_Task brief_
Copy the records below in full, changing no character.

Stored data
=== Begin Enclosure ===

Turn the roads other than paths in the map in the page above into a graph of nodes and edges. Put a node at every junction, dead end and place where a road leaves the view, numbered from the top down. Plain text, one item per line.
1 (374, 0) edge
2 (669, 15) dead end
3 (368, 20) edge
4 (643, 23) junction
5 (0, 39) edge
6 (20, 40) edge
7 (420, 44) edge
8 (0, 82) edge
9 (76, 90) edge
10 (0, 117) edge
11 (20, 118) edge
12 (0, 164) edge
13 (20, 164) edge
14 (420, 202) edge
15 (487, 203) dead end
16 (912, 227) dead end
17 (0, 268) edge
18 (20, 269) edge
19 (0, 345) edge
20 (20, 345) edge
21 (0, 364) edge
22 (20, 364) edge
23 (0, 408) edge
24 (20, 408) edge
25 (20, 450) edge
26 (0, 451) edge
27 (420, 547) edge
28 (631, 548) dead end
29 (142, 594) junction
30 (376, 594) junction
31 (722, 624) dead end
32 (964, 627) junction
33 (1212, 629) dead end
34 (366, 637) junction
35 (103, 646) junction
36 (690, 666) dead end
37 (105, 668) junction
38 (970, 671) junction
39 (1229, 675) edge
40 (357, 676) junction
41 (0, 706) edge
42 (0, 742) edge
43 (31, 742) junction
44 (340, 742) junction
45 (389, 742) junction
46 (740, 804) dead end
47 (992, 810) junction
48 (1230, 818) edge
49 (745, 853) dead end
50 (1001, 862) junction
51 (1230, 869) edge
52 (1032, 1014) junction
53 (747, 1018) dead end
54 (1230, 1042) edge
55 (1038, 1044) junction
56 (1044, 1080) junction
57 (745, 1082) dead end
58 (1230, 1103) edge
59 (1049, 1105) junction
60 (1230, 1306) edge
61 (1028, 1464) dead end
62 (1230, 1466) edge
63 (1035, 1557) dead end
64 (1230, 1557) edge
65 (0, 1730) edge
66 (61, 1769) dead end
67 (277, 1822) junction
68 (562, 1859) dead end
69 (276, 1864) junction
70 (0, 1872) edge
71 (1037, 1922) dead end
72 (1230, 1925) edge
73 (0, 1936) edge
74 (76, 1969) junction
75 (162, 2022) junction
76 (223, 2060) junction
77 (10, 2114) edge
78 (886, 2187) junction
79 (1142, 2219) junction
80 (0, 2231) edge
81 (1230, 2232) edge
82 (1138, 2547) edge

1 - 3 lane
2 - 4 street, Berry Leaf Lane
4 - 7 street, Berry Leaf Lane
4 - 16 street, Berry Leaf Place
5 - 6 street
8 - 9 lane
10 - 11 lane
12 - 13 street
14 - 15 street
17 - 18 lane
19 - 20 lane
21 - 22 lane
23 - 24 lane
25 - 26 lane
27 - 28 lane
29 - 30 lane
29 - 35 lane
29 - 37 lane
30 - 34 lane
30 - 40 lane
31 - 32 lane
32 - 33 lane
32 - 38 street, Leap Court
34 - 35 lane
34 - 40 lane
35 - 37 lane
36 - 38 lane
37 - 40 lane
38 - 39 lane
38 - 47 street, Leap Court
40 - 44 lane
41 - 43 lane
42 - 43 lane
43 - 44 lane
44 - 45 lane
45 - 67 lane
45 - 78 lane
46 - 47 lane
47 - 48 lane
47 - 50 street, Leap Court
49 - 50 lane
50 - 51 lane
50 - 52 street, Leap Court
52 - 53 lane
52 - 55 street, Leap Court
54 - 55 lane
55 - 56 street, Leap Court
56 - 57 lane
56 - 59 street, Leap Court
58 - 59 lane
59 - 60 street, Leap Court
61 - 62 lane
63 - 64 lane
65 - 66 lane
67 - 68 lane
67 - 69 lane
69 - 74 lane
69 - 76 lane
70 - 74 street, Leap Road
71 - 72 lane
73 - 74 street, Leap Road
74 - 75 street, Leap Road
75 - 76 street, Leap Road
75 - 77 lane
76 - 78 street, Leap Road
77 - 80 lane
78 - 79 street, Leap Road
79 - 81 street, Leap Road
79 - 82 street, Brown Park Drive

=== End Enclosure ===

_Answer space_
Turn the roads other than paths in the map in the page above into a graph of nodes and edges. Put a node at every junction, dead end and place where a road leaves the view, numbered from the top down. Plain text, one item per line.
1 (374, 0) edge
2 (669, 15) dead end
3 (368, 20) edge
4 (643, 23) junction
5 (0, 39) edge
6 (20, 40) edge
7 (420, 44) edge
8 (0, 82) edge
9 (76, 90) edge
10 (0, 117) edge
11 (20, 118) edge
12 (0, 164) edge
13 (20, 164) edge
14 (420, 202) edge
15 (487, 203) dead end
16 (912, 227) dead end
17 (0, 268) edge
18 (20, 269) edge
19 (0, 345) edge
20 (20, 345) edge
21 (0, 364) edge
22 (20, 364) edge
23 (0, 408) edge
24 (20, 408) edge
25 (20, 450) edge
26 (0, 451) edge
27 (420, 547) edge
28 (631, 548) dead end
29 (142, 594) junction
30 (376, 594) junction
31 (722, 624) dead end
32 (964, 627) junction
33 (1212, 629) dead end
34 (366, 637) junction
35 (103, 646) junction
36 (690, 666) dead end
37 (105, 668) junction
38 (970, 671) junction
39 (1229, 675) edge
40 (357, 676) junction
41 (0, 706) edge
42 (0, 742) edge
43 (31, 742) junction
44 (340, 742) junction
45 (389, 742) junction
46 (740, 804) dead end
47 (992, 810) junction
48 (1230, 818) edge
49 (745, 853) dead end
50 (1001, 862) junction
51 (1230, 869) edge
52 (1032, 1014) junction
53 (747, 1018) dead end
54 (1230, 1042) edge
55 (1038, 1044) junction
56 (1044, 1080) junction
57 (745, 1082) dead end
58 (1230, 1103) edge
59 (1049, 1105) junction
60 (1230, 1306) edge
61 (1028, 1464) dead end
62 (1230, 1466) edge
63 (1035, 1557) dead end
64 (1230, 1557) edge
65 (0, 1730) edge
66 (61, 1769) dead end
67 (277, 1822) junction
68 (562, 1859) dead end
69 (276, 1864) junction
70 (0, 1872) edge
71 (1037, 1922) dead end
72 (1230, 1925) edge
73 (0, 1936) edge
74 (76, 1969) junction
75 (162, 2022) junction
76 (223, 2060) junction
77 (10, 2114) edge
78 (886, 2187) junction
79 (1142, 2219) junction
80 (0, 2231) edge
81 (1230, 2232) edge
82 (1138, 2547) edge

1 - 3 lane
2 - 4 street, Berry Leaf Lane
4 - 7 street, Berry Leaf Lane
4 - 16 street, Berry Leaf Place
5 - 6 street
8 - 9 lane
10 - 11 lane
12 - 13 street
14 - 15 street
17 - 18 lane
19 - 20 lane
21 - 22 lane
23 - 24 lane
25 - 26 lane
27 - 28 lane
29 - 30 lane
29 - 35 lane
29 - 37 lane
30 - 34 lane
30 - 40 lane
31 - 32 lane
32 - 33 lane
32 - 38 street, Leap Court
34 - 35 lane
34 - 40 lane
35 - 37 lane
36 - 38 lane
37 - 40 lane
38 - 39 lane
38 - 47 street, Leap Court
40 - 44 lane
41 - 43 lane
42 - 43 lane
43 - 44 lane
44 - 45 lane
45 - 67 lane
45 - 78 lane
46 - 47 lane
47 - 48 lane
47 - 50 street, Leap Court
49 - 50 lane
50 - 51 lane
50 - 52 street, Leap Court
52 - 53 lane
52 - 55 street, Leap Court
54 - 55 lane
55 - 56 street, Leap Court
56 - 57 lane
56 - 59 street, Leap Court
58 - 59 lane
59 - 60 street, Leap Court
61 - 62 lane
63 - 64 lane
65 - 66 lane
67 - 68 lane
67 - 69 lane
69 - 74 lane
69 - 76 lane
70 - 74 street, Leap Road
71 - 72 lane
73 - 74 street, Leap Road
74 - 75 street, Leap Road
75 - 76 street, Leap Road
75 - 77 lane
76 - 78 street, Leap Road
77 - 80 lane
78 - 79 street, Leap Road
79 - 81 street, Leap Road
79 - 82 street, Brown Park Drive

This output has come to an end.